Start of Available records

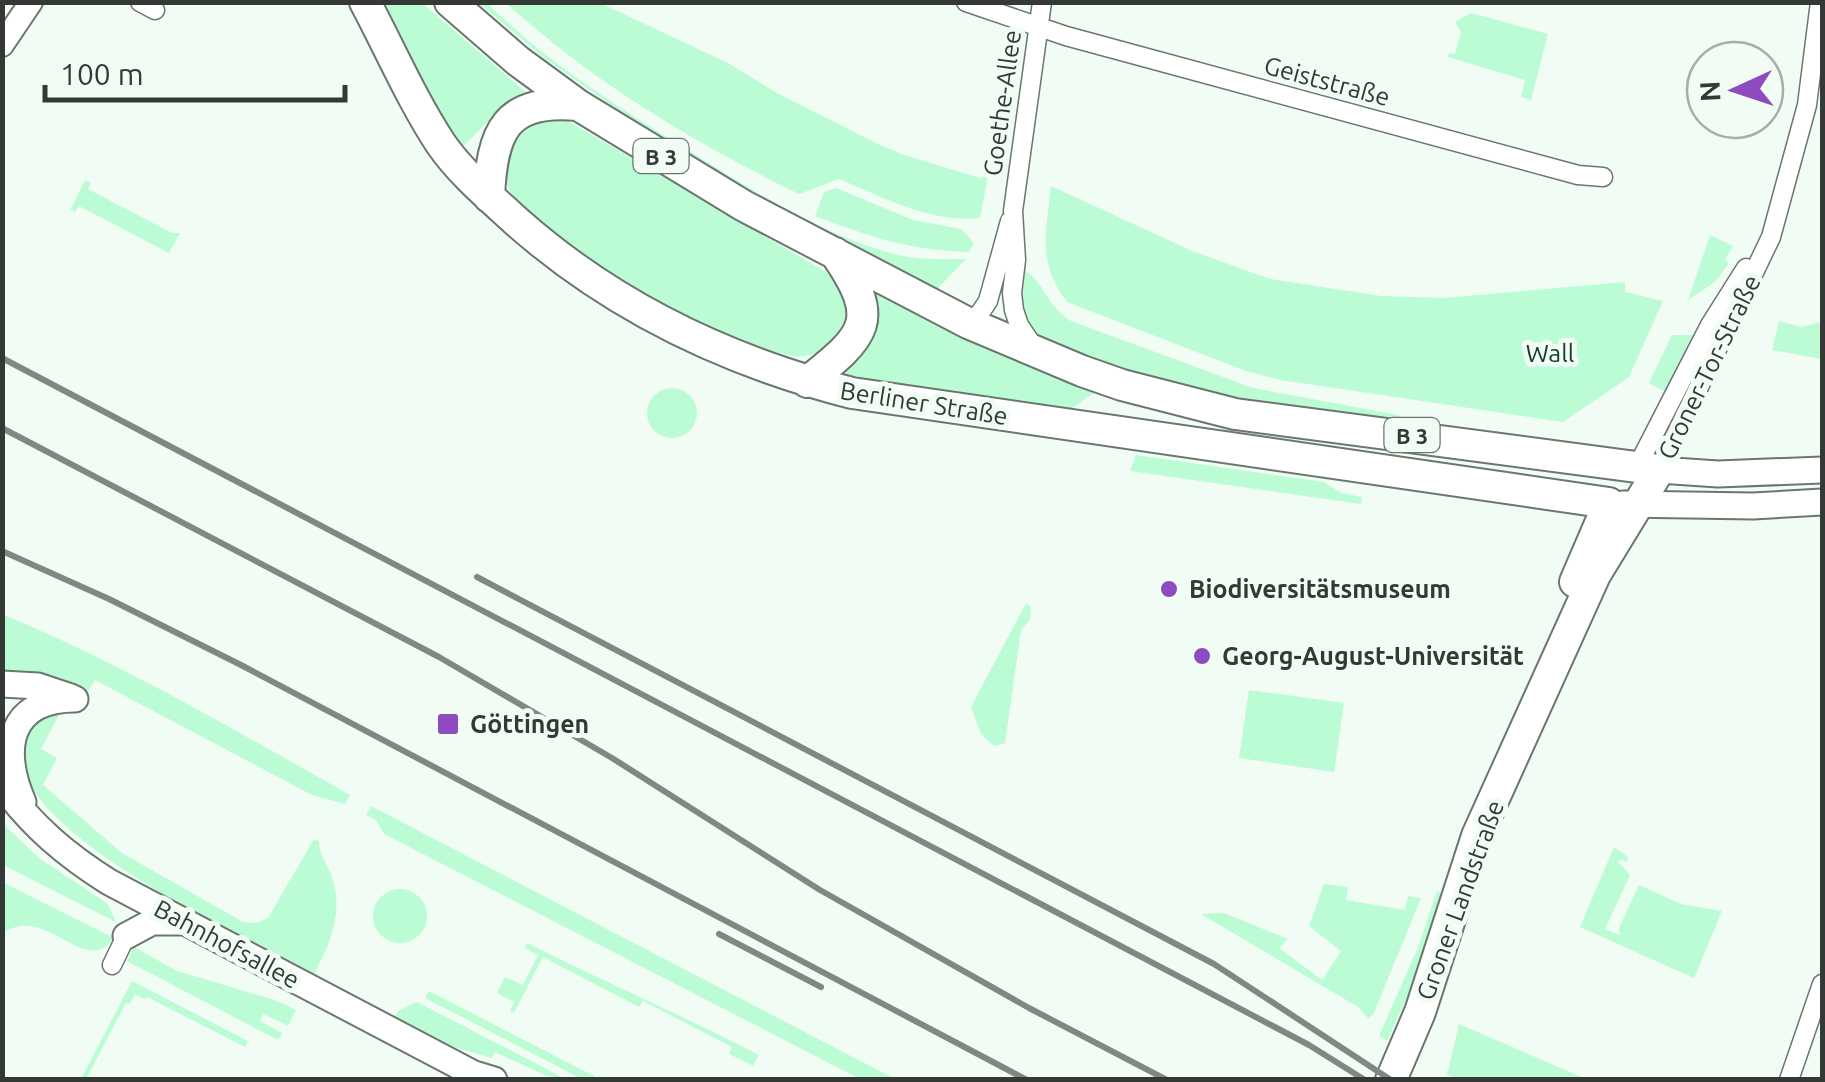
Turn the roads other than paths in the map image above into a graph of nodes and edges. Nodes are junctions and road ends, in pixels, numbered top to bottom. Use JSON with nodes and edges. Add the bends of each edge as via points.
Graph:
{"nodes":[{"id":1,"x":28,"y":2,"type":"edge"},
{"id":2,"x":365,"y":2,"type":"edge"},
{"id":3,"x":450,"y":2,"type":"edge"},
{"id":4,"x":966,"y":2,"type":"edge"},
{"id":5,"x":1042,"y":2,"type":"edge"},
{"id":6,"x":1820,"y":2,"type":"edge"},
{"id":7,"x":1038,"y":28,"type":"junction"},
{"id":8,"x":3,"y":44,"type":"edge"},
{"id":9,"x":578,"y":106,"type":"junction"},
{"id":10,"x":1604,"y":177,"type":"dead end"},
{"id":11,"x":489,"y":197,"type":"junction"},
{"id":12,"x":1013,"y":211,"type":"junction"},
{"id":13,"x":834,"y":251,"type":"junction"},
{"id":14,"x":968,"y":323,"type":"junction"},
{"id":15,"x":1038,"y":353,"type":"junction"},
{"id":16,"x":807,"y":382,"type":"junction"},
{"id":17,"x":1648,"y":468,"type":"junction"},
{"id":18,"x":1822,"y":470,"type":"edge"},
{"id":19,"x":1822,"y":502,"type":"edge"},
{"id":20,"x":1624,"y":504,"type":"junction"},
{"id":21,"x":2,"y":684,"type":"edge"},
{"id":22,"x":2,"y":785,"type":"edge"},
{"id":23,"x":2,"y":810,"type":"edge"},
{"id":24,"x":34,"y":824,"type":"junction"},
{"id":25,"x":109,"y":882,"type":"junction"},
{"id":26,"x":186,"y":922,"type":"junction"},
{"id":27,"x":126,"y":936,"type":"junction"},
{"id":28,"x":112,"y":965,"type":"dead end"},
{"id":29,"x":1822,"y":984,"type":"edge"},
{"id":30,"x":482,"y":1078,"type":"edge"},
{"id":31,"x":1391,"y":1080,"type":"edge"},
{"id":32,"x":1789,"y":1080,"type":"edge"}],
"edges":[{"from":1,"to":8,"type":"street"},
{"from":2,"to":11,"type":"main road","name":"Berliner Straße","number":"B 3","via":[[442,144]]},
{"from":3,"to":9,"type":"main road","number":"B 3"},
{"from":4,"to":7,"type":"street","name":"Geiststraße"},
{"from":5,"to":7,"type":"street","name":"Goethe-Allee"},
{"from":6,"to":17,"type":"street","name":"Groner-Tor-Straße","via":[[1808,105],[1773,226],[1710,324]]},
{"from":7,"to":10,"type":"street","name":"Geiststraße"},
{"from":7,"to":12,"type":"street","name":"Goethe-Allee"},
{"from":9,"to":11,"type":"main road","via":[[530,108],[500,129]]},
{"from":9,"to":13,"type":"main road","number":"B 3","via":[[744,206]]},
{"from":11,"to":16,"type":"main road","name":"Berliner Straße","number":"B 3","via":[[544,246],[637,310],[695,340]]},
{"from":12,"to":14,"type":"street","name":"Goethe-Allee","via":[[988,301]]},
{"from":12,"to":15,"type":"street","name":"Goethe-Allee","via":[[1014,310]]},
{"from":13,"to":14,"type":"main road","number":"B 3"},
{"from":13,"to":16,"type":"main road","via":[[859,292],[861,325],[848,349]]},
{"from":14,"to":15,"type":"main road","number":"B 3"},
{"from":15,"to":17,"type":"main road","number":"B 3","via":[[1122,385],[1236,414]]},
{"from":16,"to":20,"type":"main road","name":"Berliner Straße","number":"B 3","via":[[852,394]]},
{"from":17,"to":18,"type":"main road","via":[[1718,474]]},
{"from":17,"to":20,"type":"main road","name":"Groner-Tor-Straße"},
{"from":19,"to":20,"type":"main road"},
{"from":20,"to":31,"type":"main road","name":"Groner Landstraße","via":[[1477,836]]},
{"from":21,"to":24,"type":"main road","via":[[75,699],[36,708],[11,737],[12,772]]},
{"from":22,"to":24,"type":"main road","name":"Bahnhofsallee"},
{"from":23,"to":24,"type":"main road"},
{"from":24,"to":25,"type":"main road","name":"Bahnhofsallee"},
{"from":25,"to":26,"type":"main road","name":"Bahnhofsallee"},
{"from":25,"to":27,"type":"main road","via":[[126,913]]},
{"from":26,"to":27,"type":"main road","via":[[152,922]]},
{"from":26,"to":30,"type":"main road","name":"Bahnhofsallee"},
{"from":27,"to":28,"type":"street","name":"Bahnhofsallee"},
{"from":29,"to":32,"type":"street"}]}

End of Available records

→ **What you need to do**: In the records above, some lines hold the word "dead"; copy each such line.

→ **Response below**:
{"id":10,"x":1604,"y":177,"type":"dead end"},
{"id":28,"x":112,"y":965,"type":"dead end"},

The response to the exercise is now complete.